Earlier this year, KnowledgeWorks hosted a workshop at our office to generate ideas for artifacts from the future – specific and detailed things that could exist or occur in the future – that relate to liberatory education. Participants generated ideas and engaged in collaborative sensemaking around future possibilities and strategies for moving toward liberatory education futures.

We used this working definition of liberatory education:

  • Being rooted in self-determination and the right to participate in shaping the world
  • Prioritizing human potential, creativity and promise
  • Combining the science of learning and human development with culturally responsive instruction
  • Helping historically marginalized yet resilient students who are underserved engage in deeper learning

The idea was to get more concrete about what public education could look like if it were liberatory in 20 years. That’s a tall order, as there’s so much space between how education systems operate today and what liberatory education could look and feel like. But we won’t close that gap unless we start imagining new possibilities and considering how to address the opportunities and challenges that they raise.

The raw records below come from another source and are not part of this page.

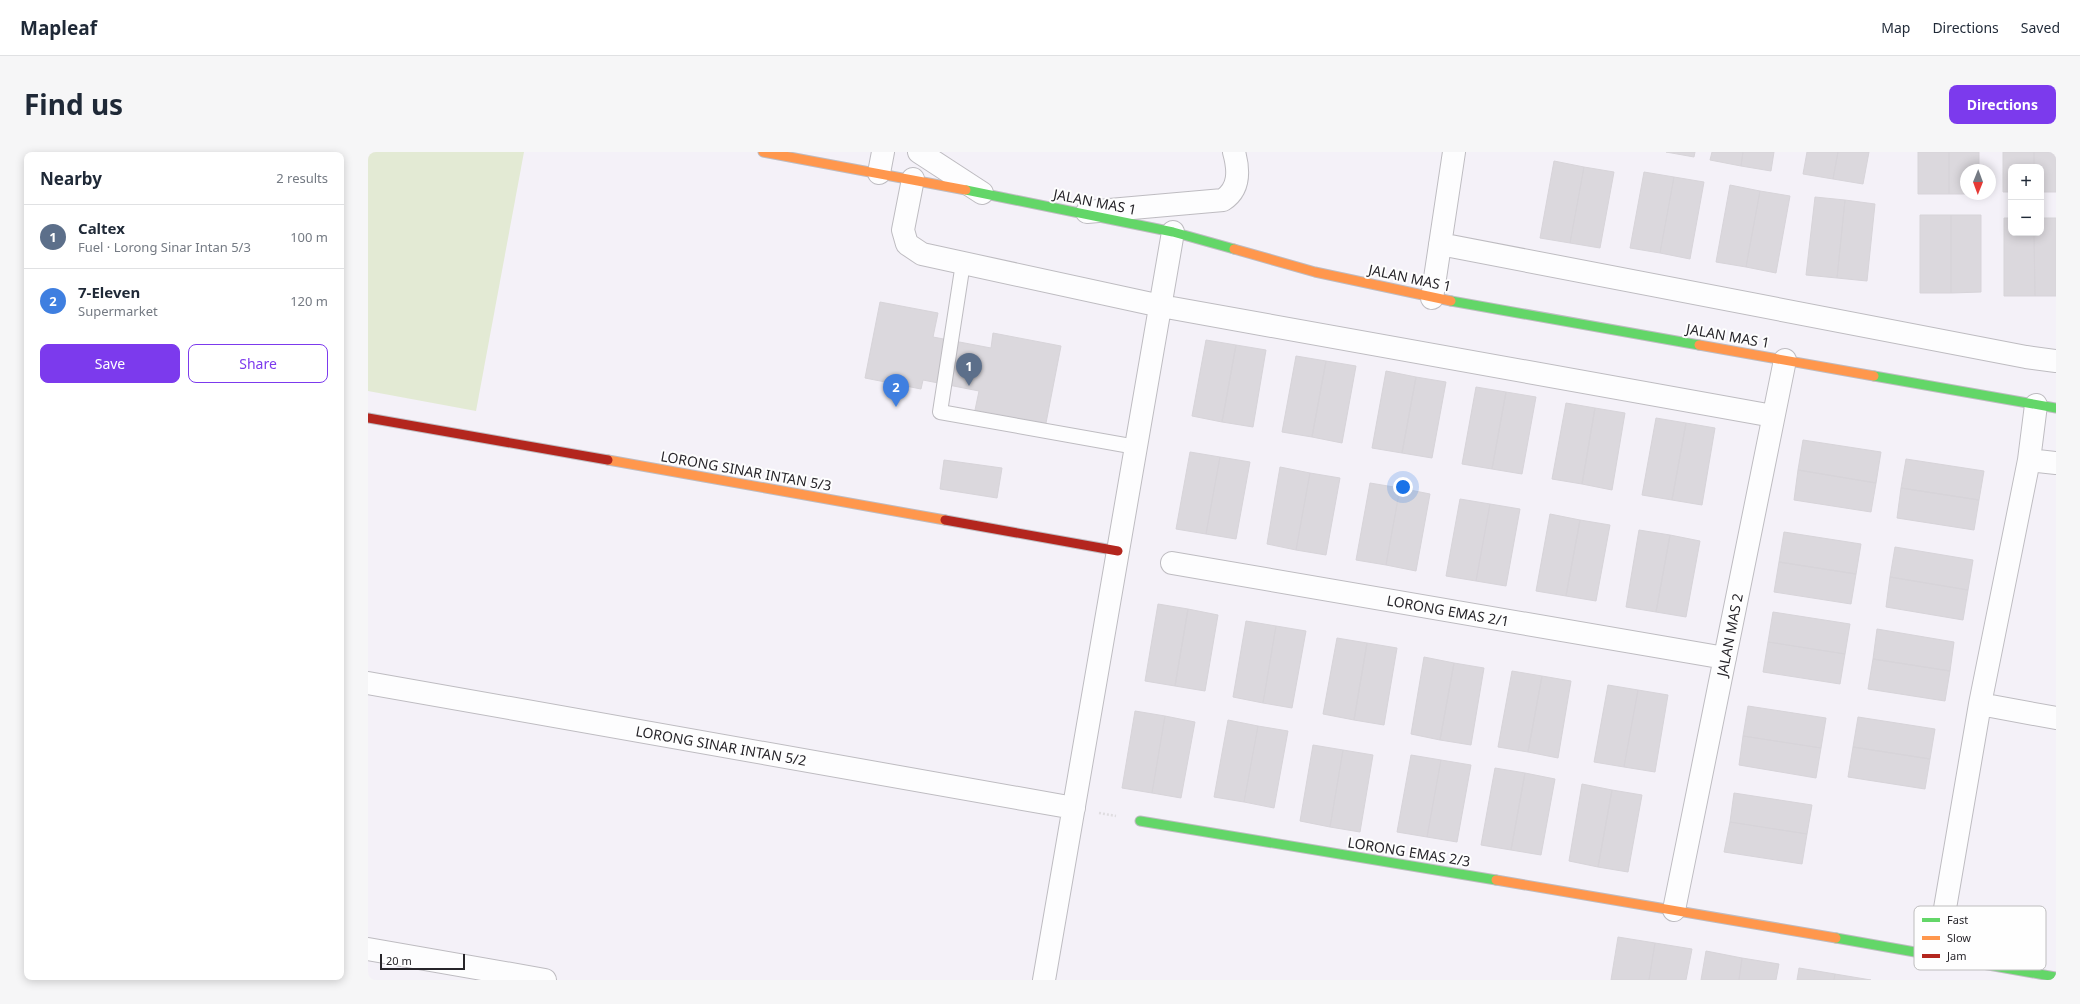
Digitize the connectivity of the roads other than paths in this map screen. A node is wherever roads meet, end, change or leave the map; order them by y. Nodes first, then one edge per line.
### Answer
1 (763, 152) edge
2 (883, 152) edge
3 (919, 152) edge
4 (1234, 152) edge
5 (1454, 152) edge
6 (879, 173) junction
7 (913, 180) junction
8 (983, 194) junction
9 (1078, 213) junction
10 (1173, 232) junction
11 (1440, 244) junction
12 (964, 263) junction
13 (1432, 298) junction
14 (1161, 306) junction
15 (1785, 360) junction
16 (2056, 361) edge
17 (2046, 407) edge
18 (1774, 416) junction
19 (368, 418) edge
20 (1136, 447) junction
21 (2029, 460) junction
22 (2056, 463) edge
23 (1118, 551) junction
24 (1172, 563) dead end
25 (1725, 658) junction
26 (368, 683) edge
27 (1980, 704) junction
28 (2056, 718) edge
29 (1074, 808) junction
30 (1140, 821) road end
31 (1945, 906) edge
32 (1674, 910) junction
33 (368, 949) edge
34 (1914, 951) edge
35 (2018, 970) edge
36 (2056, 977) edge
37 (544, 980) edge
38 (1044, 980) edge

1 - 6 street, JALAN MAS 1
2 - 6 street
3 - 8 street
4 - 9 street
5 - 11 street
6 - 7 street, JALAN MAS 1
7 - 8 street, JALAN MAS 1
7 - 12 street
8 - 9 street, JALAN MAS 1
9 - 10 street, JALAN MAS 1
10 - 13 street, JALAN MAS 1
10 - 14 street
11 - 13 street
11 - 16 street
12 - 14 street
12 - 20 lane
13 - 15 street, JALAN MAS 1
14 - 18 street
14 - 20 street
15 - 17 street, JALAN MAS 1
15 - 18 street, JALAN MAS 2
17 - 21 street
18 - 25 street, JALAN MAS 2
19 - 23 street, LORONG SINAR INTAN 5/3
20 - 23 street
21 - 22 street
21 - 27 street
23 - 29 street
24 - 25 street, LORONG EMAS 2/1
25 - 32 street, JALAN MAS 2
26 - 29 street, LORONG SINAR INTAN 5/2
27 - 28 street
27 - 31 street
29 - 38 street
30 - 32 street, LORONG EMAS 2/3
32 - 34 street, LORONG EMAS 2/3
33 - 37 street
35 - 36 street, LORONG EMAS 2/3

a group of people at a table creating an artifact

We asked workshop participants to draw, describe and mockup objects relating to the insights and implications from KnowledgeWorks’ Imagining Liberatory Education Futures forecast. They rose to the challenge but observed that creating something so tangible was more challenging than thinking about the future from a 30,000-foot view. Prioritizing the users of the things and items that they were creating helped them get more concrete.

Imagining things that could exist in the future surfaced questions about what values people will hold and how much hope, effort and persistence it can take to realize transformative possibilities. It also prompted workshop participants to think about what will probably stay the same: the need to belong, the need to develop as whole people from childhood on, the need to keep adapting to change. Participants reflected on how it is easy to gravitate toward considering what physical objects or technologies could exist in 20 years. But we can also illustrate future systems, programs and policies, and doing so can help us keep a broader frame in mind.

Whatever the thing from the future, imagining future artifacts can help us in begin to make the future real. Doing so can help us think about what we want – and don’t want – and inspire action today. Workshop participants reflected on how exploring artifacts of liberatory education futures had led them to lean into what makes us human and to think about how people might be deeply connected in future education systems.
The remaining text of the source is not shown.